Oleh:
Lucia Ratri Ardhanaswari
Malam ini, tepatnya hari Senin, 22 Oktober 2012,
pukul 19.00 WIB, saya mengikuti doa Rosario di lingkungan saya, tepatnya di
rumah Pak Poniman. Beliau adalah tetangga saya satu kampung tetapi berbeda RT/RW.
Setelah selesai doa Rosario, kami berbincang-bincang satu sama lain sambil
sedikit bercanda. Kami berbincang-bincang sambil menikmati camilan yang
disediakan tuan rumah, yaitu gorengan dan teh hangat. Di tengah perbincangan,
saya bertanya pada Bapak Diakon. Namanya Pak Eddy. Saya bertanya mengenai seluk
beluk kampung tempat tinggal saya ini. Oh iya, saya tinggal di kampung yang
bernama Tompean, tepatnya di kecamatan dan kelurahan Tegalrejo, Yogyakarta,
DIY. Nah, dulu teman-teman saya kalau mau main ke rumah, pasti bertanya di mana
rumah saya berada. Saya secara langsung menjawab Tompean. Lalu kebanyakan dari
mereka bertanya di mana itu Tompean. Lalu saya menjawab di daerah Tegalrejo.
Kebanyakan teman-teman saya tahunya daerah Tegalrejo, bukan Tompean. Alhasil, kalau
mau main ke rumah, teman-teman saya memilih untuk bertemu di museum Sasana
Wiratama (museum Pangeran Diponegoro) yang tempatnya di Tegalrejo. Konon
katanya di daerah sekitaran museum inilah pejuang bangsa kita, Pangeran
Diponegoro bergerilya melawan penjajah. Maka dari itu, dibuatlah museum ini
untuk menghormati jasa beliau. Nah setelah bertemu di depan museum ini, saya
langsung mengajaknya ke rumah saya.

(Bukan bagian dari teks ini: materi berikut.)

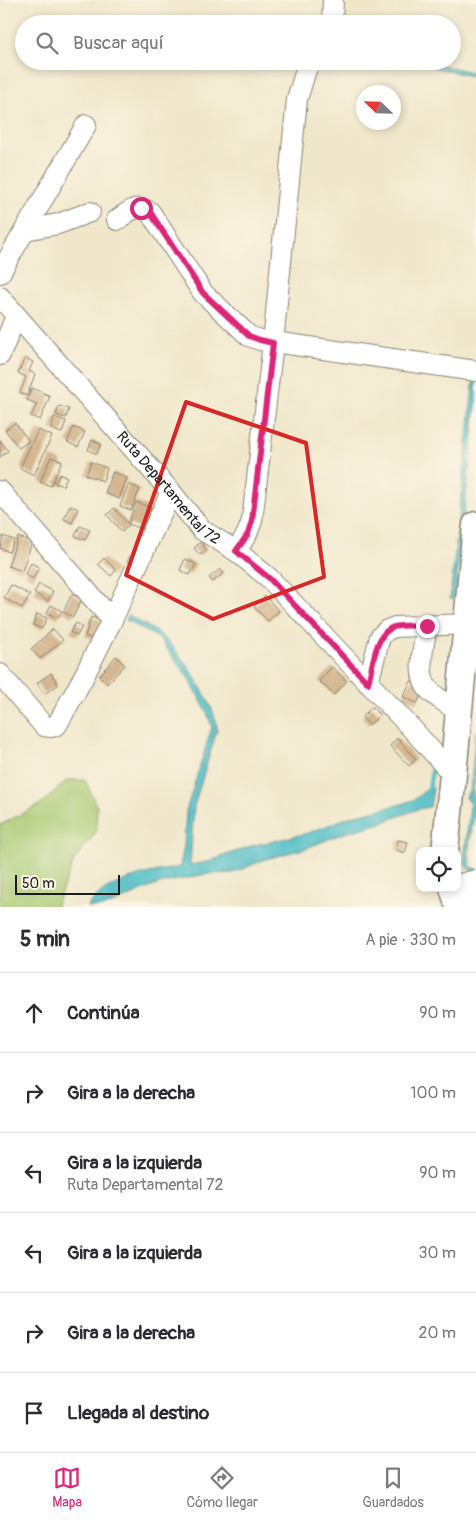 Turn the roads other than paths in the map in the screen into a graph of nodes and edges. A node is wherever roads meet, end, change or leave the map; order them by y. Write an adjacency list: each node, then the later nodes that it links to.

Padahal dari Tegalrejo ke Tompean itu agak
jauh tempatnya. Hal serupa ternyata juga dialami oleh semua anggota keluarga
saya dan tetangga-tetangga saya dulunya. Namun karena faktor kejauhan itu,
sekarang kalau ada orang yang mau mampir
ke rumah, biasanya diberi ancer-ancer yang letaknya dekat dengan Tompean atau
berada di Tompean, misalnya makam Utoro Loyo, BPOM Dinas Kesehatan, Koramil, WINA,
dsb.
Kebanyakan orang yang saya kenal tidak tahu Tompean
pada awalnya. Padahal sebagian dari mereka adalah orang Jogja juga. Nah karena
hal itu, saya lalu bertanya mengenai masa lalu kampung Tompean ini kepada orang
yang saya anggap lebih tahu, yaitu Pak
Eddy yang usianya berkisar 60 tahun lebih. Kami seisi ruangan spontan langsung
tertawa mendengar jawaban pak Eddy, karena beliau langsung menjawab yang menuju
ke intinya bahwa pada zaman dulu, di kampung ini (re: Tompean) terdapat
tempayan yang sangat besar. Tempayan ini adalah tempat air yang besar dibuat
dari tanah, perutnya besar, mulutnya sempit, dipakai juga untuk menyimpan
beras, membuat pekasan ikan dan sebagainya. Karena percaya bahwa tanah di sekitar
tempayan ini akan menjadi tanah yang subur dan tanah yang damai untuk
diturunkan kepada anak-cucu, orang-orang di sekitar ini akhirnya membuat
rumah-rumah. Seiring berjalannya waktu yang sekian lama, tempayan itu rusak dan
akhirnya hilang tanpa jejak dan akhirnya dinamailah kampung Tompean (sekarang
Jl. Tompean).
Kami seisi ruangan sempat percaya tentang apa yang
dikatakan Pak Eddy karena pada saat bercerita, beliau memasang muka yang sangat
serius dan beliau juga sudah lama juga tinggal di kampung ini. Namun kami juga
agak berpikir dan belum percaya pada apa yang diceritakan Pak Eddy ini karena
masih belum ada bukti kuat yang menceritakan bagaimana sejarah kampung Tompean
ini dulunya terjadi. Namun tetap sajalah, kami juga menghargai beliau yang
sudah memberikan sedikit informasi ini kepada kami. Ini hanyalah sekadar untuk
bahan pengetahuan sekaligus gojekan. Anda
sekalian boleh percaya boleh tidak. Sekian dan terima kasih.